IPOs on the UK’s Alternative Investment Market have fallen to their lowest level since 2009 with only one float on the junior market in the last three months raising just £6m, shows research by UHY Hacker Young, the national accountancy group.
This makes Q2 of 2022 the worst quarter for new IPOs on AIM since the height of the last financial crisis. The last quarter to see such low levels of IPO activity was the first quarter of 2009, which also saw just one IPO, raising £3m. By comparison the second quarter of last year saw 16 IPOs, raising £218m.

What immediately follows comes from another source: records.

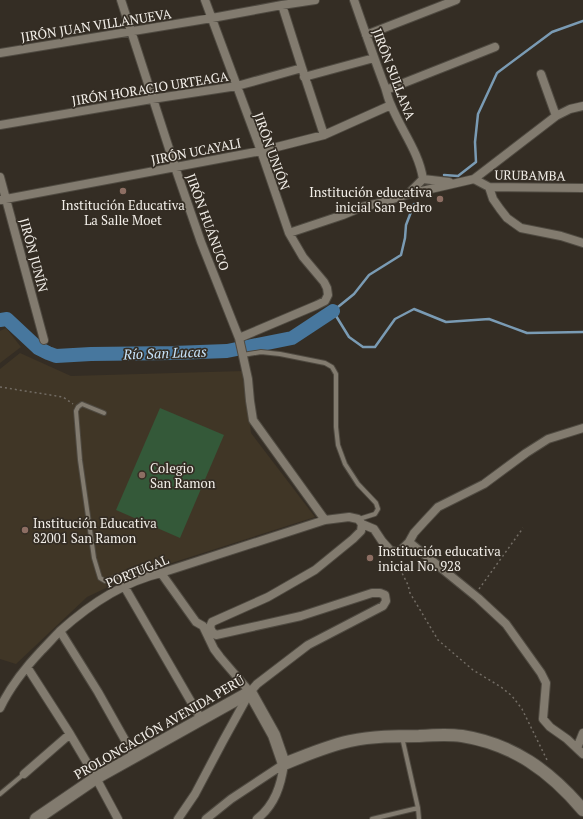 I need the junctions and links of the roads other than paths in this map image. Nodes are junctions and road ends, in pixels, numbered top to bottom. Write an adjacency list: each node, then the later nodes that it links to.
1 (121, 0): 8 (street, JIRÓN HUÁNUCO)
2 (205, 0): 7 (street, JIRÓN UNIÓN)
3 (315, 0): 6 (street, JIRÓN JUAN VILLANUEVA)
4 (354, 0): 9 (street, JIRÓN SULLANA)
5 (456, 0): 9 (street)
6 (282, 5): 7 (street, JIRÓN JUAN VILLANUEVA); 13 (street)
7 (212, 18): 8 (street, JIRÓN JUAN VILLANUEVA); 16 (street, JIRÓN UNIÓN)
8 (131, 31): 11 (street, JIRÓN JUAN VILLANUEVA); 18 (street, JIRÓN HUÁNUCO)
9 (366, 35): 12 (street, JIRÓN SULLANA)
10 (496, 47): 17 (street)
11 (0, 53)
12 (374, 58): 15 (street); 17 (street, JIRÓN SULLANA)
13 (302, 68): 15 (street); 16 (street, JIRÓN HORACIO URTEAGA)
14 (541, 74): 21 (street)
15 (304, 77): 23 (street)
16 (236, 86): 18 (street, JIRÓN HORACIO URTEAGA); 24 (street, JIRÓN UNIÓN)
17 (386, 90): 19 (street, JIRÓN SULLANA)
18 (152, 98): 22 (street, JIRÓN HORACIO URTEAGA); 25 (street, JIRÓN HUÁNUCO)
19 (391, 105): 23 (street, JIRÓN UCAYALI); 28 (street, JIRÓN SULLANA)
20 (583, 106): 21 (street)
21 (556, 116): 27 (street)
22 (0, 125)
23 (324, 135): 24 (street, JIRÓN UCAYALI)
24 (261, 151): 25 (street, JIRÓN UCAYALI); 34 (street, JIRÓN UNIÓN)
25 (175, 167): 33 (street, JIRÓN UCAYALI); 37 (street, JIRÓN HUÁNUCO)
26 (0, 177): 33 (street, JIRÓN JUNÍN)
27 (474, 178): 29 (street); 30 (street, URUBAMBA)
28 (423, 179): 29 (street); 32 (street)
29 (453, 183): 32 (street)
30 (489, 187): 31 (street, URUBAMBA); 35 (street)
31 (583, 188)
32 (409, 194): 34 (street)
33 (3, 200): 36 (street, JIRÓN JUNÍN)
34 (289, 233): 37 (street, JIRÓN UNIÓN)
35 (583, 243)
36 (44, 340)
37 (239, 340): 38 (street, JIRÓN HUÁNUCO)
38 (243, 353): 41 (street, JIRÓN HUÁNUCO); 42 (lane)
39 (104, 413): 45 (lane)
40 (583, 428): 43 (street)
41 (325, 520): 42 (street, PORTUGAL); 44 (street, PORTUGAL)
42 (360, 522): 43 (street); 47 (street)
43 (409, 542): 56 (street)
44 (161, 573): 45 (street, PORTUGAL); 47 (street)
45 (153, 575): 46 (street, PORTUGAL)
46 (124, 586): 48 (street, PORTUGAL); 52 (street)
47 (206, 626): 50 (street); 50 (street, PROLONGACIÓN AVENIDA PERÚ)
48 (60, 631): 49 (street, PORTUGAL); 57 (street)
49 (27, 667): 51 (street, PORTUGAL); 54 (street)
50 (250, 692): 52 (street, PROLONGACIÓN AVENIDA PERÚ); 58 (street); 66 (street)
51 (0, 708)
52 (201, 720): 57 (street, PROLONGACIÓN AVENIDA PERÚ)
53 (583, 733): 56 (street)
54 (70, 734): 59 (street); 60 (street)
55 (402, 736): 58 (street); 62 (lane); 63 (street)
56 (580, 751)
57 (134, 756): 60 (street, PROLONGACIÓN AVENIDA PERÚ)
58 (284, 764): 67 (street); 68 (street)
59 (24, 774): 61 (lane)
60 (96, 778): 64 (street, PROLONGACIÓN AVENIDA PERÚ); 65 (street)
61 (0, 794)
62 (418, 808): 69 (lane); 70 (lane)
63 (583, 810)
64 (42, 817)
65 (118, 819)
66 (178, 819)
67 (206, 819)
68 (257, 819)
69 (372, 819)
70 (419, 819) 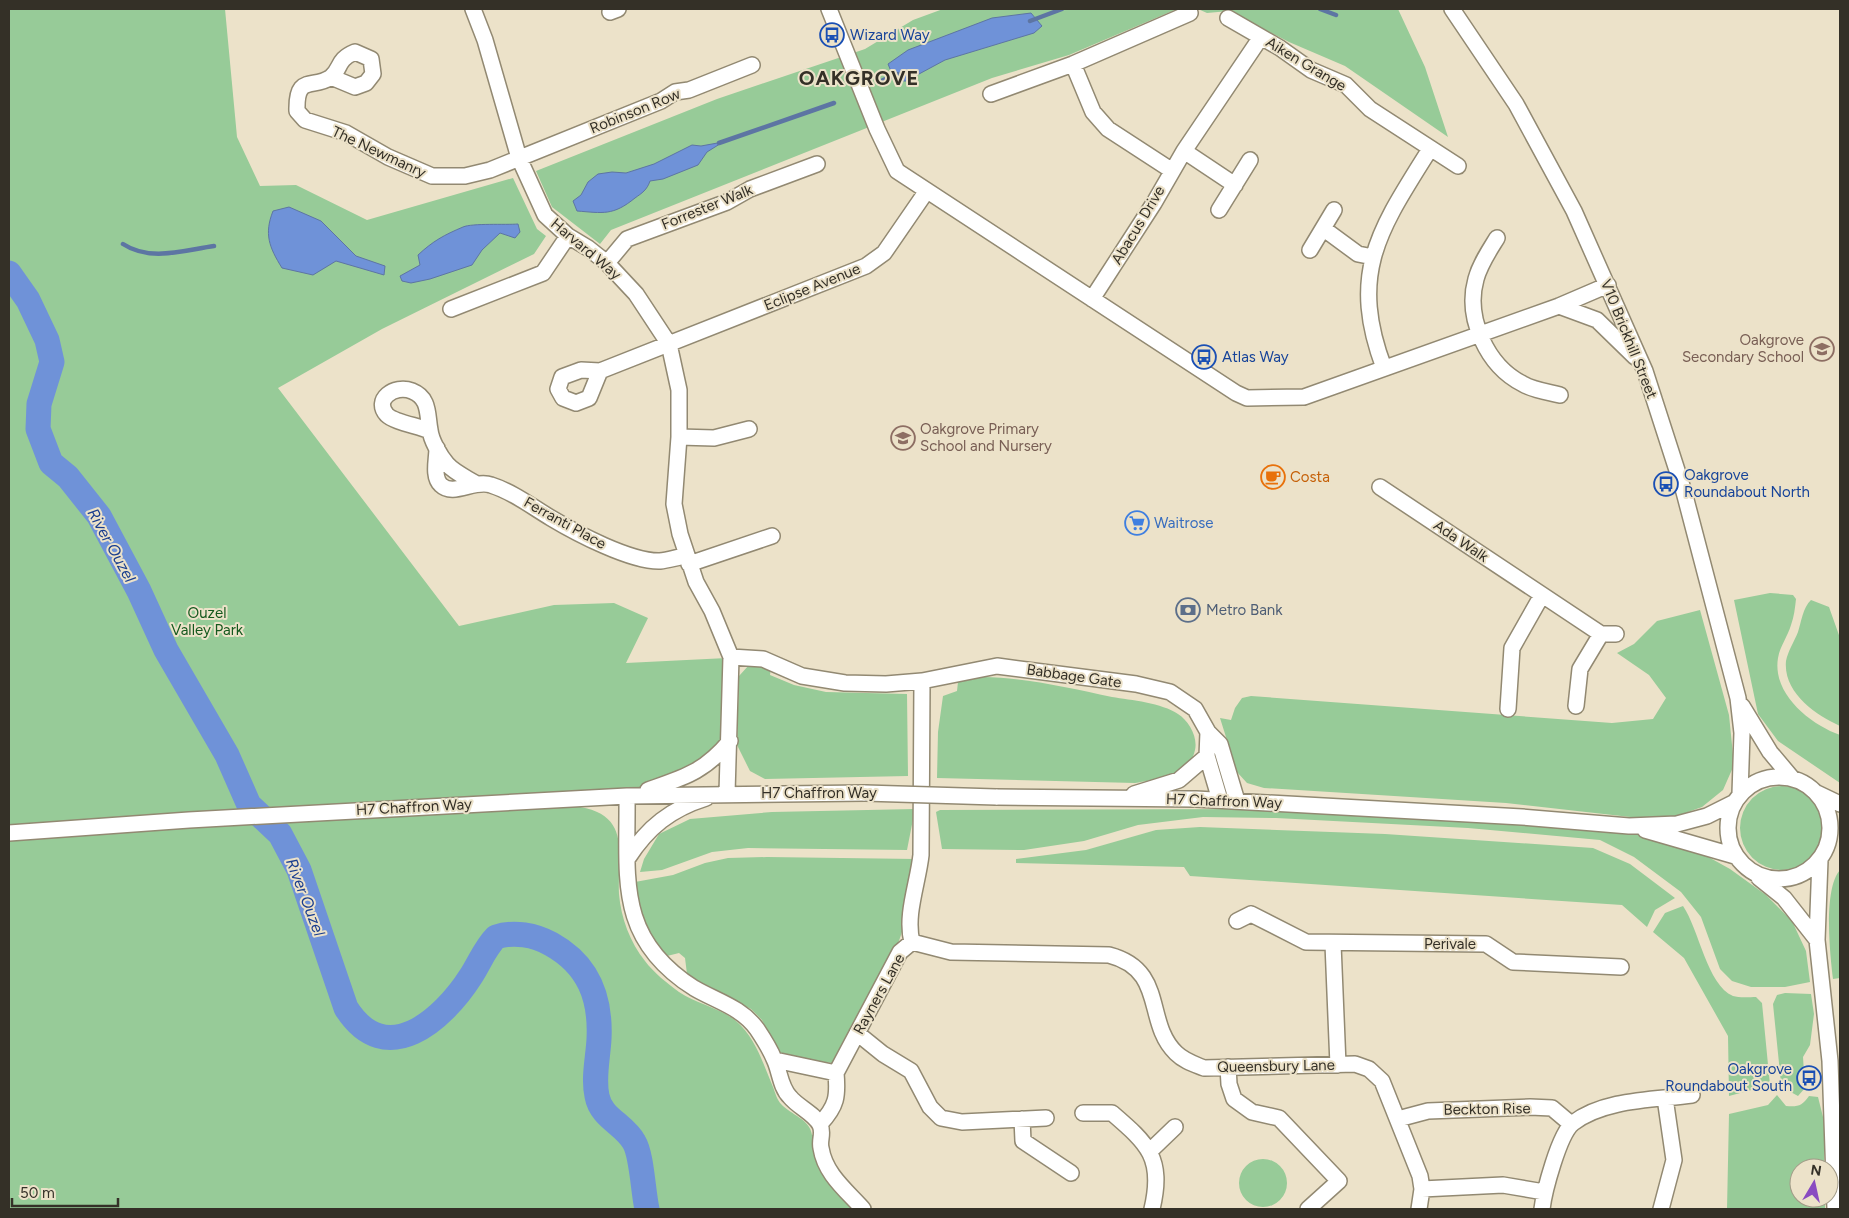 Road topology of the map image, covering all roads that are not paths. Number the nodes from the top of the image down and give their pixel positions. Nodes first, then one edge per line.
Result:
1 (473, 9) edge
2 (829, 9) edge
3 (1452, 9) edge
4 (1190, 12) dead end
5 (1228, 18) dead end
6 (1261, 37) junction
7 (1073, 64) junction
8 (752, 65) dead end
9 (331, 77) dead end
10 (991, 94) dead end
11 (1430, 149) junction
12 (1184, 151) junction
13 (519, 158) junction
14 (1250, 160) dead end
15 (817, 164) dead end
16 (1458, 166) dead end
17 (1171, 170) junction
18 (1235, 185) junction
19 (926, 192) junction
20 (1219, 210) dead end
21 (1334, 210) dead end
22 (1324, 229) junction
23 (568, 236) junction
24 (1497, 238) dead end
25 (1310, 250) dead end
26 (1373, 257) junction
27 (607, 263) junction
28 (1608, 285) junction
29 (1092, 299) junction
30 (1559, 306) junction
31 (451, 309) dead end
32 (1480, 334) junction
33 (669, 344) junction
34 (1642, 366) junction
35 (1384, 368) junction
36 (600, 372) dead end
37 (1560, 395) dead end
38 (749, 429) dead end
39 (430, 431) dead end
40 (679, 437) junction
41 (1380, 487) dead end
42 (772, 536) dead end
43 (687, 560) junction
44 (1542, 595) junction
45 (730, 657) junction
46 (922, 681) junction
47 (1738, 698) junction
48 (1576, 706) dead end
49 (1508, 708) dead end
50 (1208, 732) junction
51 (730, 741) junction
52 (1207, 756) junction
53 (1792, 778) junction
54 (1816, 792) junction
55 (726, 793) junction
56 (631, 795) junction
57 (1120, 798) junction
58 (1737, 799) junction
59 (1220, 800) junction
60 (1237, 801) junction
61 (1840, 804) edge
62 (1629, 826) junction
63 (9, 833) edge
64 (1840, 846) edge
65 (1823, 855) junction
66 (1735, 856) junction
67 (628, 858) junction
68 (1754, 874) junction
69 (1237, 921) dead end
70 (1817, 940) junction
71 (912, 942) junction
72 (1334, 944) junction
73 (1621, 967) dead end
74 (857, 1033) junction
75 (775, 1060) junction
76 (1338, 1065) junction
77 (1228, 1067) junction
78 (836, 1072) junction
79 (1692, 1095) dead end
80 (1665, 1098) junction
81 (1083, 1113) dead end
82 (1046, 1118) dead end
83 (1398, 1119) junction
84 (1022, 1120) junction
85 (820, 1124) junction
86 (1571, 1124) junction
87 (1175, 1128) dead end
88 (1150, 1151) junction
89 (1071, 1173) dead end
90 (1422, 1189) junction
91 (1544, 1192) junction
92 (863, 1209) edge
93 (1152, 1209) edge
94 (1308, 1209) edge
95 (1419, 1209) edge
96 (1542, 1209) edge
97 (1661, 1209) edge
98 (1835, 1209) edge

1 - 13 street, Harvard Way
2 - 19 street
3 - 28 street, V10 Brickhill Street
4 - 7 street
5 - 6 street, Aiken Grange
6 - 11 street, Aiken Grange
6 - 12 street, Abacus Drive
7 - 10 street
7 - 17 street
8 - 13 street, Robinson Row
9 - 13 street, The Newmanry
11 - 16 street, Aiken Grange
11 - 26 street
12 - 17 street, Abacus Drive
12 - 18 street
13 - 23 street, Harvard Way
14 - 18 street
15 - 27 street, Forrester Walk
17 - 29 street, Abacus Drive
18 - 20 street
19 - 29 street
19 - 33 street, Eclipse Avenue
21 - 22 street
22 - 25 street
22 - 26 street
23 - 27 street, Harvard Way
23 - 31 street
24 - 32 street
26 - 35 street
27 - 33 street, Harvard Way
28 - 30 street
28 - 34 street, V10 Brickhill Street
29 - 35 street
30 - 32 street
30 - 34 street
32 - 35 street
32 - 37 street
33 - 36 street, Eclipse Avenue
33 - 40 street, Harvard Way
34 - 47 street, V10 Brickhill Street
38 - 40 street
39 - 43 street, Ferranti Place
40 - 43 street, Harvard Way
41 - 44 street, Ada Walk
42 - 43 street, Ferranti Place
43 - 45 street, Harvard Way
44 - 48 street, Ada Walk
44 - 49 street
45 - 46 street, Babbage Gate
45 - 51 street
46 - 50 street, Babbage Gate
46 - 71 street, Rayners Lane
47 - 53 street, V10 Brickhill Street
47 - 58 street, V10 Brickhill Street
50 - 52 street
50 - 60 street, Babbage Gate
51 - 55 street
51 - 56 street
52 - 57 street
52 - 59 street
53 - 54 street
53 - 58 street
54 - 61 street
54 - 65 street
55 - 56 street, H7 Chaffron Way
55 - 57 street, H7 Chaffron Way, bridge
55 - 67 street
56 - 63 street, H7 Chaffron Way
56 - 67 street
57 - 59 street, H7 Chaffron Way
58 - 62 street, H7 Chaffron Way
58 - 66 street
59 - 60 street, H7 Chaffron Way
60 - 62 street, H7 Chaffron Way
62 - 66 street, H7 Chaffron Way
64 - 65 street
65 - 68 street
65 - 70 street
66 - 68 street
67 - 75 street
68 - 70 street
69 - 72 street, Perivale
70 - 98 street
71 - 74 street, Rayners Lane
71 - 77 street, Queensbury Lane
72 - 73 street, Perivale
72 - 76 street
74 - 78 street, Rayners Lane
74 - 84 street
75 - 78 street
75 - 85 street
76 - 77 street, Queensbury Lane
76 - 83 street, Queensbury Lane
77 - 94 street
78 - 85 street
79 - 80 street
80 - 86 street
80 - 97 street
81 - 88 street
82 - 84 street
83 - 86 street, Beckton Rise
83 - 90 street, Queensbury Lane
84 - 89 street
85 - 92 street
86 - 91 street
87 - 88 street
88 - 93 street
90 - 91 street
90 - 95 street, Queensbury Lane
91 - 96 street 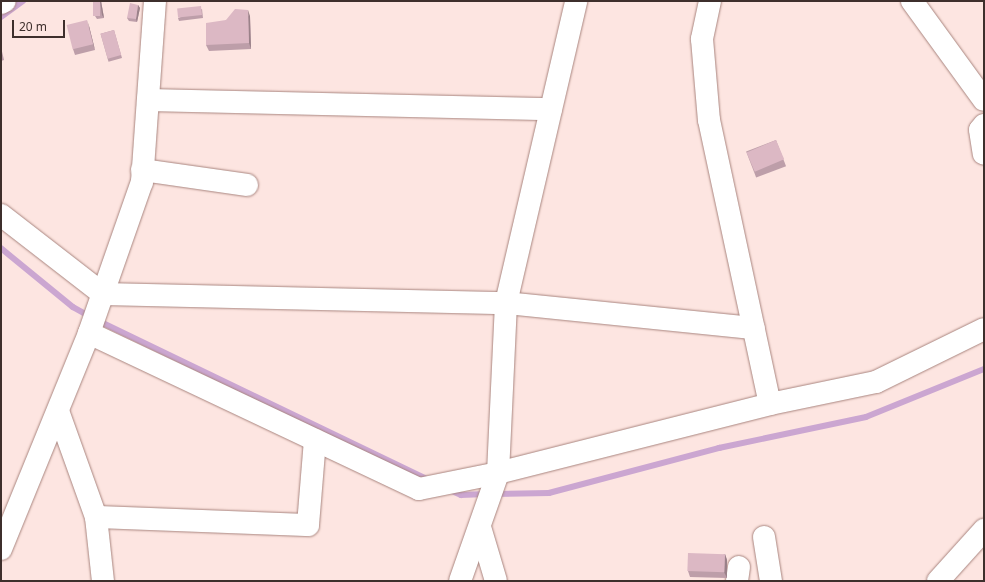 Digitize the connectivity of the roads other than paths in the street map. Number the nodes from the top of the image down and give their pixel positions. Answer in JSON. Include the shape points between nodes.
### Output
{"nodes":[{"id":1,"x":4,"y":1,"type":"edge"},
{"id":2,"x":155,"y":1,"type":"edge"},
{"id":3,"x":576,"y":1,"type":"edge"},
{"id":4,"x":710,"y":1,"type":"edge"},
{"id":5,"x":912,"y":1,"type":"edge"},
{"id":6,"x":1,"y":3,"type":"edge"},
{"id":7,"x":148,"y":100,"type":"junction"},
{"id":8,"x":984,"y":100,"type":"edge"},
{"id":9,"x":551,"y":109,"type":"junction"},
{"id":10,"x":984,"y":125,"type":"edge"},
{"id":11,"x":984,"y":154,"type":"edge"},
{"id":12,"x":142,"y":170,"type":"junction"},
{"id":13,"x":247,"y":184,"type":"dead end"},
{"id":14,"x":1,"y":215,"type":"edge"},
{"id":15,"x":103,"y":294,"type":"junction"},
{"id":16,"x":506,"y":303,"type":"junction"},
{"id":17,"x":754,"y":328,"type":"junction"},
{"id":18,"x":984,"y":329,"type":"edge"},
{"id":19,"x":89,"y":333,"type":"junction"},
{"id":20,"x":770,"y":404,"type":"junction"},
{"id":21,"x":58,"y":411,"type":"junction"},
{"id":22,"x":315,"y":440,"type":"junction"},
{"id":23,"x":498,"y":472,"type":"junction"},
{"id":24,"x":96,"y":517,"type":"junction"},
{"id":25,"x":480,"y":527,"type":"junction"},
{"id":26,"x":984,"y":530,"type":"edge"},
{"id":27,"x":764,"y":537,"type":"dead end"},
{"id":28,"x":1,"y":549,"type":"edge"},
{"id":29,"x":103,"y":581,"type":"edge"},
{"id":30,"x":460,"y":581,"type":"edge"},
{"id":31,"x":496,"y":581,"type":"edge"},
{"id":32,"x":771,"y":581,"type":"edge"},
{"id":33,"x":938,"y":581,"type":"edge"}],
"edges":[{"from":1,"to":6,"type":"street"},
{"from":2,"to":7,"type":"street"},
{"from":3,"to":9,"type":"street"},
{"from":4,"to":17,"type":"street","via":[[702,39],[709,120]]},
{"from":5,"to":8,"type":"street"},
{"from":7,"to":9,"type":"street"},
{"from":7,"to":12,"type":"street"},
{"from":9,"to":16,"type":"street"},
{"from":10,"to":11,"type":"street","via":[[980,130]]},
{"from":12,"to":13,"type":"street"},
{"from":12,"to":15,"type":"street","via":[[142,182]]},
{"from":14,"to":15,"type":"street"},
{"from":15,"to":16,"type":"street"},
{"from":15,"to":19,"type":"street"},
{"from":16,"to":17,"type":"street"},
{"from":16,"to":23,"type":"street"},
{"from":17,"to":20,"type":"street"},
{"from":18,"to":20,"type":"street","via":[[876,382]]},
{"from":19,"to":21,"type":"street"},
{"from":19,"to":22,"type":"street"},
{"from":20,"to":23,"type":"street"},
{"from":21,"to":24,"type":"street"},
{"from":21,"to":28,"type":"street"},
{"from":22,"to":23,"type":"street","via":[[418,489]]},
{"from":22,"to":24,"type":"street","via":[[308,524]]},
{"from":23,"to":25,"type":"street"},
{"from":24,"to":29,"type":"street"},
{"from":25,"to":30,"type":"street"},
{"from":25,"to":31,"type":"street"},
{"from":26,"to":33,"type":"street"},
{"from":27,"to":32,"type":"street"}]} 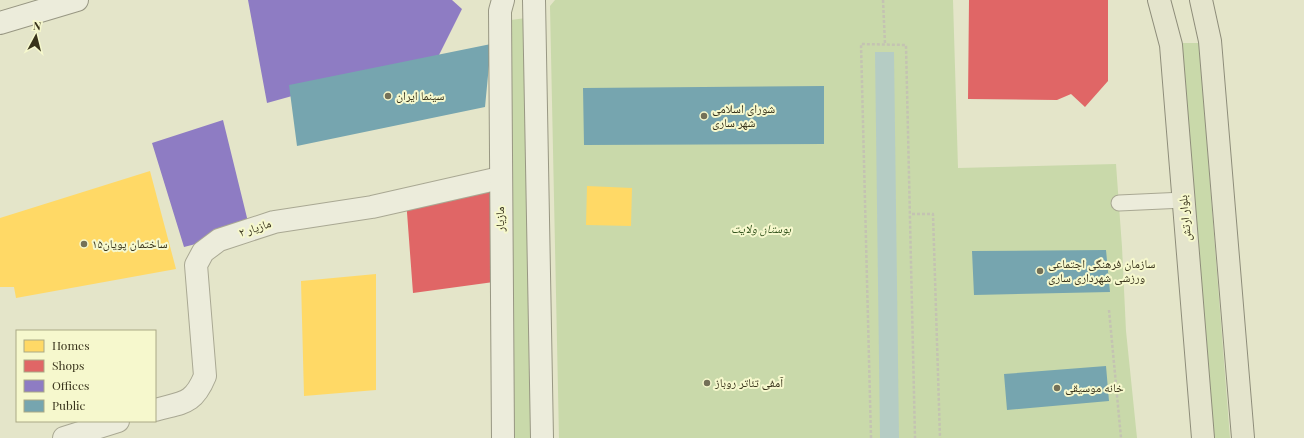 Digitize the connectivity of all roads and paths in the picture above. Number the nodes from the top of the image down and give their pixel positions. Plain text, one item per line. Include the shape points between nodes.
1 (77, 0) edge
2 (503, 0) edge
3 (534, 0) edge
4 (883, 0) edge
5 (1159, 0) edge
6 (1201, 0) edge
7 (0, 21) edge
8 (885, 44) junction
9 (500, 178) junction
10 (1184, 200) junction
11 (1119, 203) dead end
12 (912, 214) junction
13 (1109, 310) dead end
14 (156, 410) edge
15 (115, 422) edge
16 (64, 438) edge
17 (503, 438) edge
18 (542, 438) edge
19 (871, 438) edge
20 (915, 438) edge
21 (940, 438) edge
22 (1121, 438) edge
23 (1203, 438) edge
24 (1243, 438) edge

1 - 7 main road
2 - 9 main road, مازیار via 500,11
3 - 18 main road
4 - 8 path
5 - 10 main road, بلوار ارتش via 1171,45
6 - 24 main road via 1210,41
8 - 12 path via 906,45
8 - 19 path via 861,44
9 - 14 main road, مازیار ۲ via 372,207 274,222 219,240 203,252 196,265 205,376 198,392 187,401
9 - 17 main road, مازیار
10 - 11 lane
10 - 23 main road, بلوار ارتش
12 - 20 path
12 - 21 path via 933,214
13 - 22 path
15 - 16 main road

UHY Hacker Young says enthusiasm for IPOs has been dampened by falling equity markets over the past few months, with the AIM All-Share Index down 26% in the year to date. Growth markets worldwide have been hit by interest rate rises, with the Nasdaq Index also down 27% since the beginning of January. Colin Wright, UK Group Chairman and Partner at UHY Hacker Young says: “A lot of AIM IPOs have been shelved over the last few months. Interest rate rises have seen a lot of investors hit pause on their investment in growth shares and rotate into value shares instead.” “While we haven’t seen as quiet a period for IPOs on AIM since the last financial crisis, the similarities with 2008 end there. As yet there has been no wave of companies quitting the market or going insolvent and we expect IPOs to quickly return once this period of instability subsides. However, a full recession would change this.” UHY Hacker Young says that in the last 12 months, only 49 companies left AIM, compared to 50 last year and a record 257 in the same period in 2008/9. The firm says that this is a sign of how much the quality of companies listed on the market has improved since the financial crisis. It says this leaves AIM in a good position to bounce back after the current period of uncertainty. The London Stock Exchange has undertaken a prolonged campaign of improving the robustness of AIM over the last decade, tightening regulation and diversifying the index away from its traditional strength in smaller, more speculative resources companies. This has resulted in the number of AIM companies leaving the market because of insolvency or other forms of financial stress falling to just three in the year to the end of June 2022. Over the same period in 2008/9, 62 companies left the market due to financial stress and insolvency. Colin Wright adds: “AIM is in a different place to where it was following the financial crisis. The overall standard of companies on the market is much higher and investors know this. AIM is in a very strong position to bounce back once the economic outlook brightens.”